++++ Data in this exercise ++++
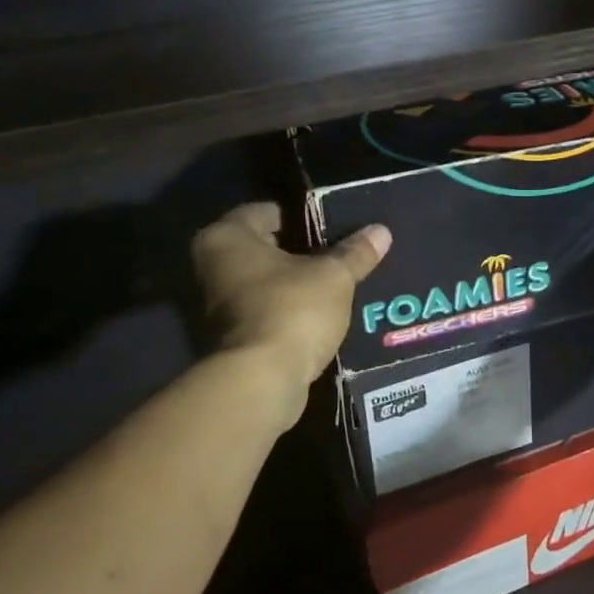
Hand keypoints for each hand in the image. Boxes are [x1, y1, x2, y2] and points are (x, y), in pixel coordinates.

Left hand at [189, 202, 389, 392]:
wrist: (261, 382)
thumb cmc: (291, 310)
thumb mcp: (334, 276)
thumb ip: (356, 252)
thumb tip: (381, 230)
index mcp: (226, 236)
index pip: (270, 211)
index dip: (307, 217)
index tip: (338, 227)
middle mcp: (212, 265)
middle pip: (267, 247)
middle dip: (304, 252)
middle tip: (344, 254)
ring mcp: (217, 304)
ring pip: (267, 281)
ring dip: (298, 283)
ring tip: (340, 282)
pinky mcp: (231, 336)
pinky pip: (267, 310)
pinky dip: (291, 310)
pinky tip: (324, 312)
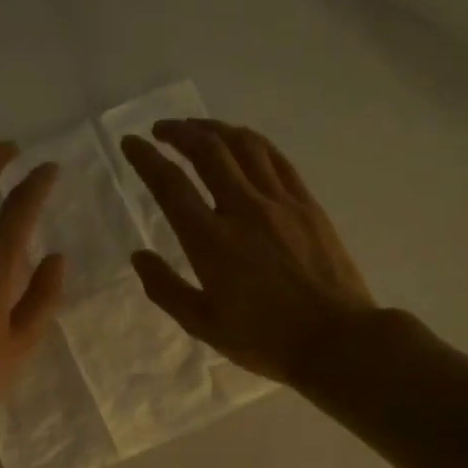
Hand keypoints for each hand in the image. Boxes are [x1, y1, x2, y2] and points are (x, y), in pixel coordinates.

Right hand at [120, 119, 373, 384]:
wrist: (336, 340)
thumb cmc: (265, 339)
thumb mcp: (204, 325)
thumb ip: (166, 289)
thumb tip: (138, 256)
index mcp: (210, 241)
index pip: (170, 185)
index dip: (146, 159)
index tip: (131, 143)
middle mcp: (243, 210)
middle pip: (207, 151)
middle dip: (179, 132)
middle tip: (161, 130)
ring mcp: (280, 202)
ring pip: (244, 146)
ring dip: (215, 128)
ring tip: (198, 127)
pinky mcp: (307, 204)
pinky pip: (276, 159)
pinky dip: (252, 142)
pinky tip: (243, 141)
++++
Work instructions >>
An exact copy of the listing is required; return it without any pictures.

Answer to this problem >>
Hand keypoints for each hand in the image. Boxes are [x1, y1, x2, y2] and points are (x, y), in pixel coordinates.

Left hand at [189, 202, 389, 392]:
wrist: (261, 382)
thumb cmc: (291, 310)
thumb mcp: (334, 276)
thumb ip: (356, 252)
thumb tip: (381, 230)
index mcp: (226, 236)
index pip: (270, 211)
index dip: (307, 217)
index tip: (338, 227)
middle mcp: (212, 265)
middle pip: (267, 247)
middle dip: (304, 252)
middle tip: (344, 254)
ring mcp: (217, 304)
ring pip: (267, 281)
ring dip: (298, 283)
ring tip: (340, 282)
pinky mcp: (231, 336)
pinky pip: (267, 310)
pinky dip: (291, 310)
pinky tip: (324, 312)
Hand keypoints for each hand in the image. Boxes are [x1, y1, x2, y2] and points are (x, y), in pixel coordinates.

Right hand at [120, 119, 373, 384]:
wrist: (336, 340)
thumb cmc: (265, 339)
thumb mcp: (204, 325)
thumb ip: (166, 289)
thumb tip: (138, 256)
index mcp: (210, 241)
index pip: (170, 185)
index dip: (146, 159)
index tip: (131, 143)
middle mcp: (243, 210)
middle pip: (207, 151)
middle dip: (179, 132)
middle tip: (161, 130)
ring mcp: (280, 202)
ring pip: (244, 146)
ring dip: (215, 128)
ring tip: (198, 127)
pinky mcp: (307, 204)
pinky pip: (276, 159)
pinky dip: (252, 142)
pinky tip: (243, 141)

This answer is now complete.